Lo hice en virtud de una revelación divina,
y les expuse el Evangelio que predico entre los paganos, en particular a los
dirigentes para asegurarme que no corría o no había corrido en vano.
Pero ni siquiera Tito, que estaba conmigo y
era de origen pagano, fue obligado a circuncidarse,
a pesar de los falsos hermanos que se
habían infiltrado para coartar la libertad que tenemos en Cristo Jesús y
reducirnos a la esclavitud.
Con todo, ni por un momento les hicimos
concesiones, a fin de salvaguardar para ustedes la verdad del Evangelio.
En cuanto a los dirigentes –no me interesa
lo que hayan sido antes, porque Dios no hace acepción de personas– no me
impusieron nada más.
Al contrario, aceptaron que me había sido
confiado el anuncio del Evangelio a los paganos, así como fue confiado a Pedro
el anuncio a los judíos.
Porque el que constituyó a
Pedro Apóstol de los judíos, me hizo también a mí Apóstol de los paganos.
Por eso, Santiago, Cefas y
Juan –considerados como columnas de la Iglesia– reconociendo el don que me
había sido acordado, nos estrecharon la mano a mí y a Bernabé, en señal de
comunión, para que nosotros nos encargáramos de los paganos y ellos de los
judíos.
Solamente nos recomendaron
que nos acordáramos de los pobres, lo que siempre he tratado de hacer.
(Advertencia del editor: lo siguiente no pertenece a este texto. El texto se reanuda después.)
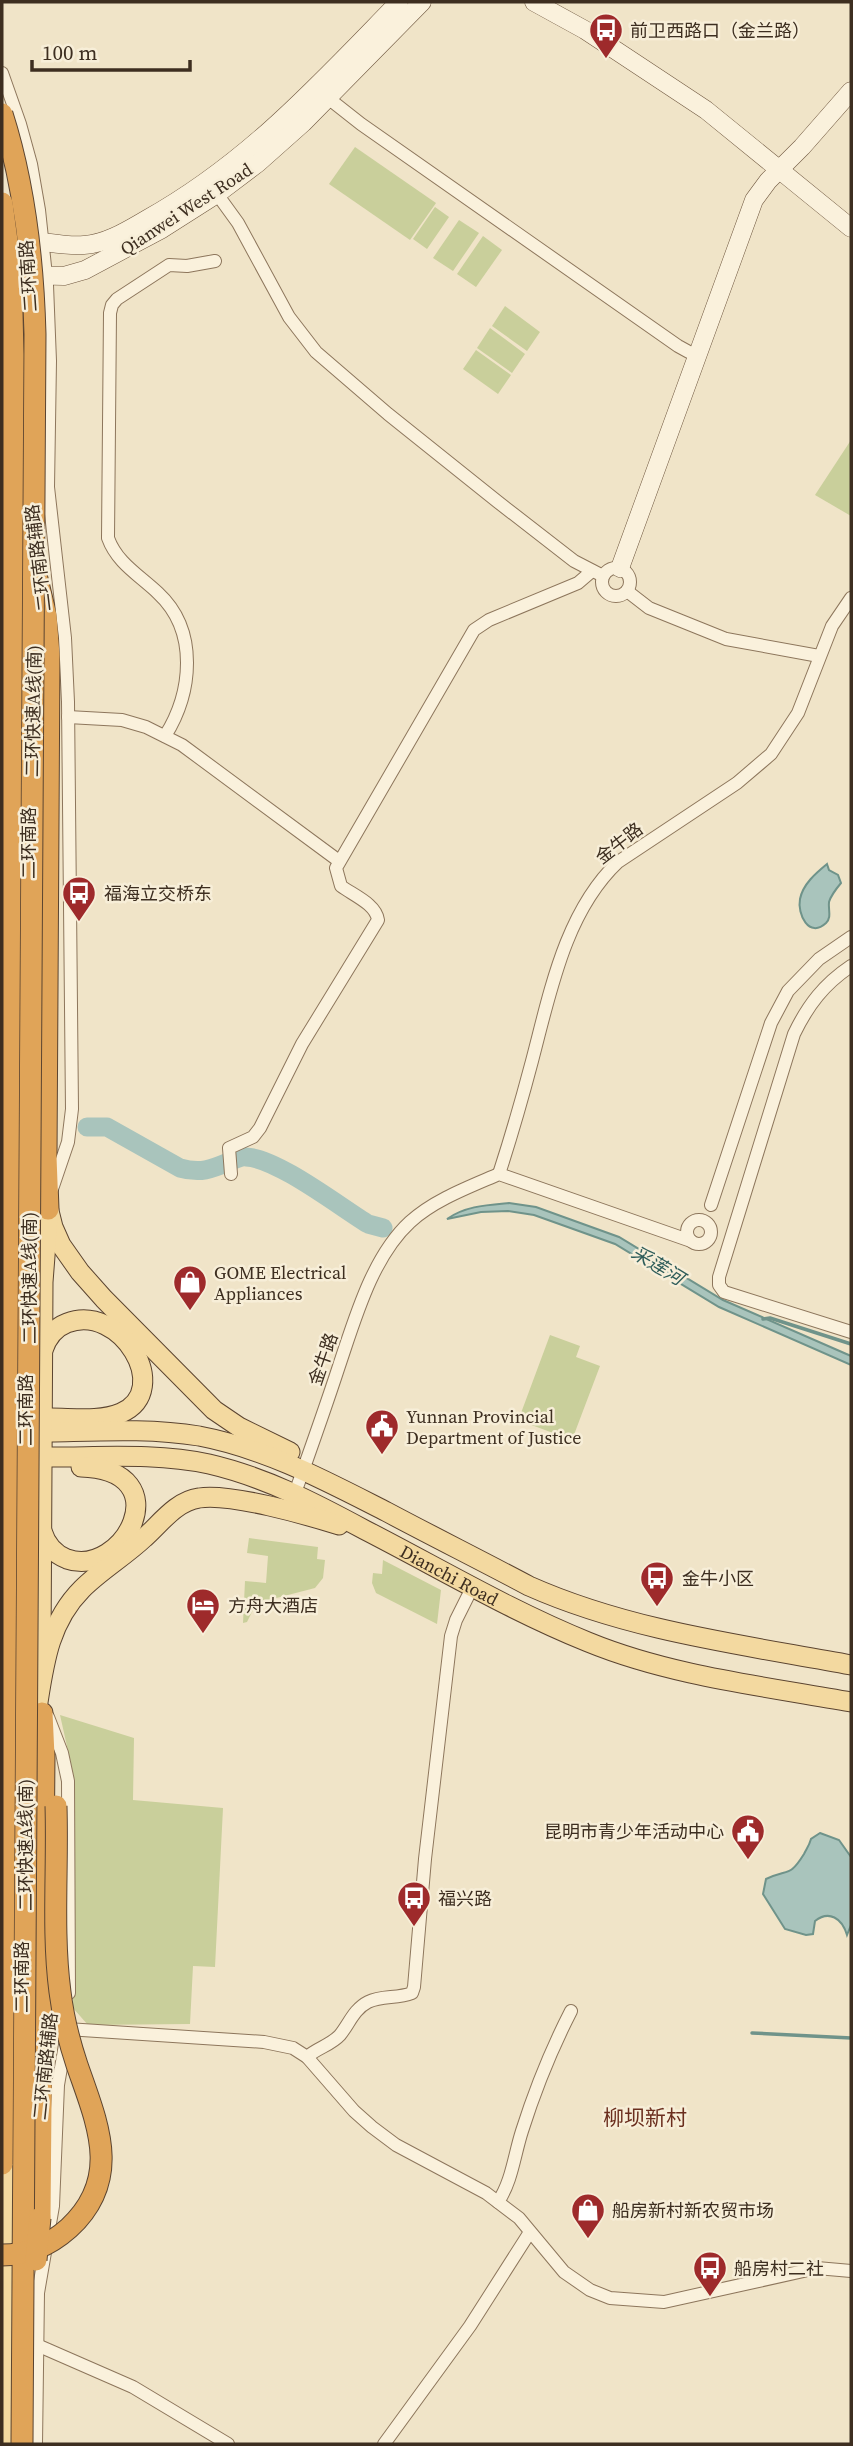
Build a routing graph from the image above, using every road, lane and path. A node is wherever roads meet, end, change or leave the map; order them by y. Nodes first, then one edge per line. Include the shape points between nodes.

Pero cuando Cefas llegó a Antioquía, yo le
hice frente porque su conducta era reprensible.
En efecto, antes que
llegaran algunos enviados de Santiago, él comía con los paganos, pero cuando
estos llegaron, se alejó de ellos y permanecía apartado, por temor a los
partidarios de la circuncisión.
Los demás judíos lo
imitaron, y hasta el mismo Bernabé se dejó arrastrar por su simulación.
Cuando yo vi que no
procedían rectamente, según la verdad del Evangelio, dije a Cefas delante de
todos: «Si tú, que eres judío, vives como los paganos y no como los judíos,
¿por qué obligas a los paganos a que vivan como los judíos?».
Nosotros somos judíos de
nacimiento y no pecadores venidos del paganismo.
Pero como sabemos que el
hombre no es justificado por las obras de la Ley, sino por la fe en Jesucristo,
hemos creído en él, para ser justificados por la fe de Cristo y no por las
obras de la Ley.
Ahora bien, si al buscar nuestra
justificación en Cristo, resulta que también nosotros somos pecadores, entonces
Cristo está al servicio del pecado. Esto no puede ser,
porque si me pongo a reconstruir lo que he
destruido, me declaro a mí mismo transgresor de la Ley.
Pero en virtud de la Ley, he muerto a la
Ley, a fin de vivir para Dios. Yo estoy crucificado con Cristo,
y ya no vivo yo, sino que Cristo vive en
mí: la vida que sigo viviendo en la carne, la vivo en la fe en el Hijo de Dios,
que me amó y se entregó por mí.
Yo no anulo la gracia de Dios: si la
justicia viene de la Ley, Cristo ha muerto inútilmente.